Dilema Kepala Daerah Menata Birokrasi Pasca Pilkada

Tak jarang, pasca pelantikan kepala daerah baru, kelompok alumni IPDN berupaya “memasang badan” baik secara terbuka maupun tersirat untuk mempertahankan posisi sebagai pimpinan OPD. Mereka merasa percaya diri karena selama ini merekalah yang menguasai jalur komando pemerintahan teknokratis.

Bahkan lebih jauh, kelompok ini kerap membuka ruang “negosiasi kekuasaan” dengan kepala daerah baru dengan tawaran stabilitas birokrasi sebagai imbalan atas pengamanan jabatan mereka.

Fenomena ini bisa berbahaya jika dibiarkan tanpa kendali hukum. Dalam perspektif hukum administrasi negara, tindakan kolektif semacam itu bukan hanya berpotensi mengganggu netralitas ASN, tetapi juga menciptakan oligarki birokrasi di mana jabatan tidak lagi ditentukan oleh sistem merit, melainkan oleh kekuatan kelompok.

Kepala daerah yang terpilih melalui mandat demokratis tidak boleh terjebak dalam jebakan status quo birokrasi. Namun dalam menata ulang struktur, ia juga tidak boleh mengabaikan prinsip-prinsip hukum yang mengikat. Jalan tengahnya adalah melakukan evaluasi menyeluruh atas kinerja pejabat yang ada dan memastikan bahwa semua proses rotasi, mutasi, dan promosi dilakukan secara sah dan objektif.

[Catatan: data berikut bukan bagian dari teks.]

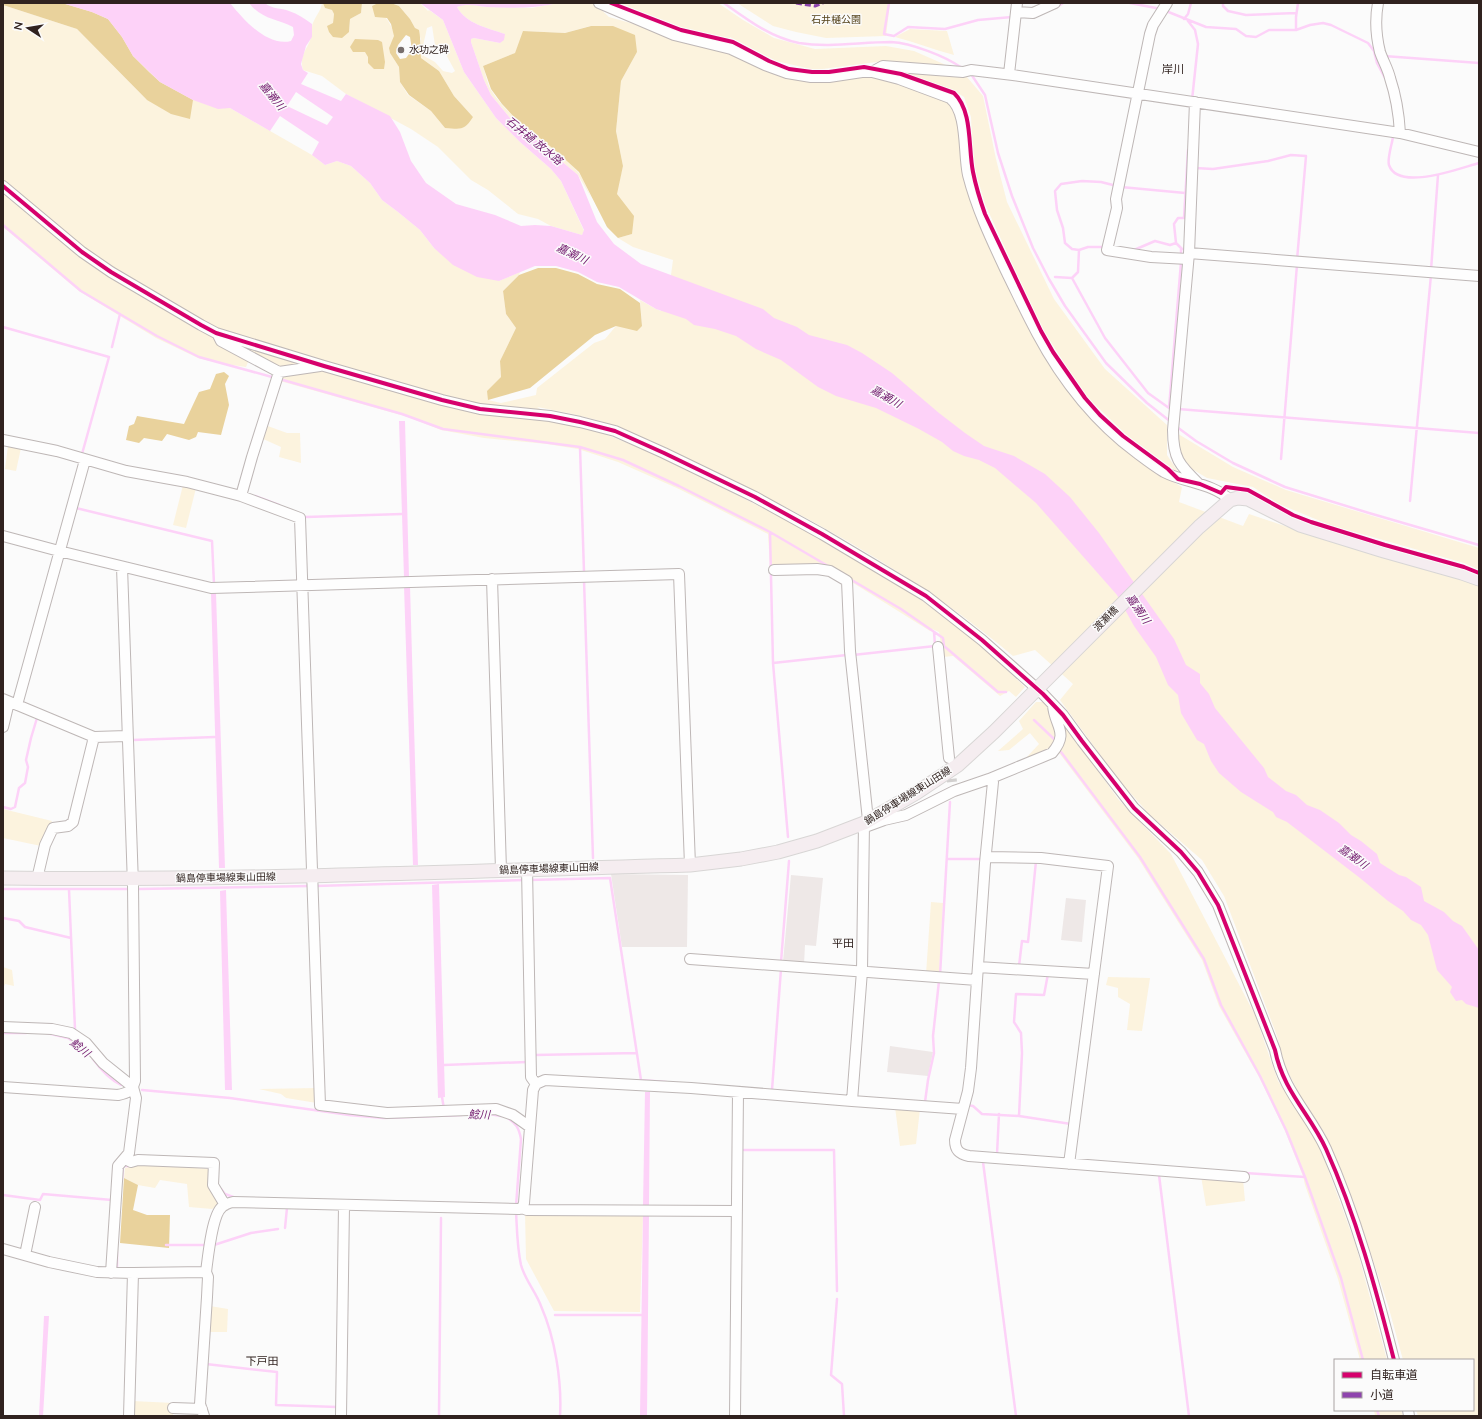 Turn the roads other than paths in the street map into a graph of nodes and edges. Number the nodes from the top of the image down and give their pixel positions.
1 (599, 3) edge
2 (1055, 3) edge
3 (1378, 3) edge
4 (1164, 8) edge
5 (1016, 12) edge
6 (872, 72) junction
7 (1009, 74) junction
8 (1137, 93) junction
9 (1192, 102) junction
10 (1400, 133) junction
11 (1479, 152) edge
12 (4, 188) edge
13 (1186, 255) junction
14 (1479, 276) edge
15 (216, 333) junction
16 (324, 366) junction
17 (279, 372) junction
18 (3, 440) edge
19 (85, 460) junction
20 (1200, 484) junction
21 (241, 496) junction
22 (1228, 502) junction
23 (3, 536) edge
24 (59, 551) junction
25 (122, 567) junction
26 (774, 570) dead end
27 (492, 579) junction
28 (1479, 579) edge
29 (303, 585) junction
30 (938, 647) dead end
31 (1039, 687) junction
32 (10, 702) edge
33 (1053, 704) junction
34 (3, 727) edge
35 (128, 736) junction
36 (94, 737) junction
37 (949, 758) tunnel mouth
38 (990, 779) junction
39 (866, 824) junction
40 (986, 857) junction
41 (690, 865) junction
42 (501, 870) junction
43 (528, 876) junction
44 (3, 878) edge
45 (37, 879) junction
46 (133, 880) junction
47 (312, 883) junction
48 (690, 959) dead end
49 (978, 967) junction
50 (862, 971) junction
51 (1094, 974) junction
52 (977, 980) junction
53 (3, 1027) edge
54 (536, 1084) junction
55 (3, 1087) edge
56 (133, 1087) junction
57 (738, 1092) junction
58 (852, 1101) junction
59 (964, 1106) junction
60 (530, 1127) junction
61 (125, 1158) junction
62 (1070, 1160) junction
63 (1244, 1177) dead end
64 (225, 1204) junction
65 (344, 1206) junction
66 (35, 1207) dead end
67 (521, 1209) junction
68 (737, 1211) junction
69 (3, 1249) edge
70 (25, 1255) junction
71 (206, 1272) junction
72 (111, 1273) junction
73 (133, 1273) junction
74 (1394, 1359) edge
75 (173, 1408) dead end
76 (203, 1412) edge
77 (129, 1416) edge
78 (342, 1416) edge
79 (735, 1416) edge

1 - 6 street
2 - 5 street
3 - 10 street
4 - 8 street
5 - 7 street
6 - 7 street
6 - 20 street
7 - 8 street
8 - 9 street
8 - 13 street
9 - 10 street
9 - 13 street
10 - 11 street
12 - 15 street
13 - 14 street
13 - 20 street
15 - 16 street
15 - 17 street
16 - 17 street
16 - 31 street
17 - 21 street
18 - 19 street
19 - 21 street
19 - 24 street
20 - 22 street
21 - 29 street
22 - 28 main road
22 - 31 main road, 渡瀬橋
23 - 24 street
24 - 25 street
24 - 32 street
25 - 29 street
25 - 35 street
26 - 39 street
27 - 29 street
27 - 41 street
27 - 42 street
29 - 47 street
30 - 37 street
31 - 33 street
31 - 39 main road, 鍋島停車場線東山田線
32 - 34 street
32 - 36 street
33 - 38 street
33 - 74 street
35 - 36 street
35 - 46 street
36 - 45 street
38 - 39 street
38 - 40 street
39 - 41 main road, 鍋島停車場線東山田線
39 - 50 street
40 - 49 street
40 - 51 street
41 - 43 main road, 鍋島停車場線東山田線
42 - 43 main road, 鍋島停車場線東山田線
42 - 47 main road, 鍋島停車場線東山田線
43 - 54 street
44 - 45 main road, 鍋島停車場線東山田線
45 - 46 main road, 鍋島停車場線東山田線
46 - 47 main road, 鍋島停車場線東山田線
46 - 56 street
47 - 60 street
48 - 50 street
49 - 51 street
49 - 52 street
50 - 52 street
50 - 58 street
51 - 62 street
52 - 59 street
53 - 56 street
54 - 57 street
54 - 60 street
55 - 56 street
56 - 61 street
57 - 58 street
57 - 68 street
58 - 59 street
59 - 62 street
60 - 67 street
61 - 64 street
61 - 72 street
62 - 63 street
64 - 65 street
64 - 71 street
65 - 67 street
65 - 78 street
66 - 70 street
67 - 68 street
68 - 79 street
69 - 70 street
70 - 72 street
71 - 73 street
71 - 76 street
72 - 73 street
73 - 77 street
75 - 76 street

Bahkan, untuk menjaga stabilitas birokrasi, Pasal 162 ayat (3) UU No. 10 Tahun 2016 tentang Pilkada mengatur bahwa gubernur, bupati, dan wali kota yang baru dilantik dilarang melakukan mutasi pegawai ASN dalam jangka waktu enam bulan sejak pelantikan, kecuali mendapat persetujuan tertulis dari Menteri Dalam Negeri. Ketentuan ini menjadi pagar hukum agar kepala daerah tidak gegabah mengganti pejabat semata-mata demi loyalitas politik.

Namun, dalam praktiknya, kepala daerah yang baru menjabat sering kali berada dalam dilema. Jika terlalu lama mempertahankan pejabat lama yang tidak sejalan, kinerja pemerintahannya terhambat. Tetapi jika melakukan mutasi secara cepat, bisa melanggar batas hukum yang berlaku dan menimbulkan gugatan administratif di kemudian hari.

Menurut penulis, dalam perspektif hukum administrasi negara, kepala daerah dapat tetap menjalankan visinya tanpa melanggar hukum, asalkan proses rekrutmen pejabat dilakukan secara terbuka dan objektif. Kelompok ASN manapun, termasuk alumni IPDN, dapat ikut serta dalam seleksi terbuka tanpa hak istimewa.

Panitia seleksi (pansel) yang independen dan profesional menjadi kunci. Evaluasi terhadap pejabat eksisting juga sah-sah saja dilakukan. Bahkan UU ASN memungkinkan evaluasi kinerja sebagai dasar pemberhentian dari jabatan struktural jika memang terbukti tidak kompeten atau tidak mendukung kinerja.

Kepala daerah juga dapat memperkuat fungsi pengawasan inspektorat serta menggunakan instrumen penilaian berbasis e-kinerja agar proses pengambilan keputusan soal mutasi dan promosi lebih terukur dan sah secara hukum.

Namun disisi lain, Tak bisa dipungkiri, dalam praktik pemerintahan daerah, faktor politik dan loyalitas kerap menjadi variabel yang sulit diabaikan. Namun di tengah tuntutan profesionalisme dan penegakan etika jabatan, kepala daerah tidak boleh melupakan bahwa birokrasi adalah organ negara, bukan alat kekuasaan.

Hukum administrasi negara hadir untuk menjamin bahwa kewenangan dijalankan secara proporsional, akuntabel, dan sesuai dengan prinsip penyelenggaraan pemerintahan yang baik (good governance).

Dalam konteks ini, kepala daerah harus mampu mengontrol antara keinginan politik dengan koridor hukum administratif yang menjamin keberlanjutan tata kelola pemerintahan.

Dengan demikian, mengganti atau mengangkat pejabat bukanlah soal “siapa yang dekat”, tetapi “siapa yang tepat”. Dan dalam negara hukum, yang tepat adalah mereka yang memenuhi syarat secara objektif dan dipilih melalui mekanisme yang transparan.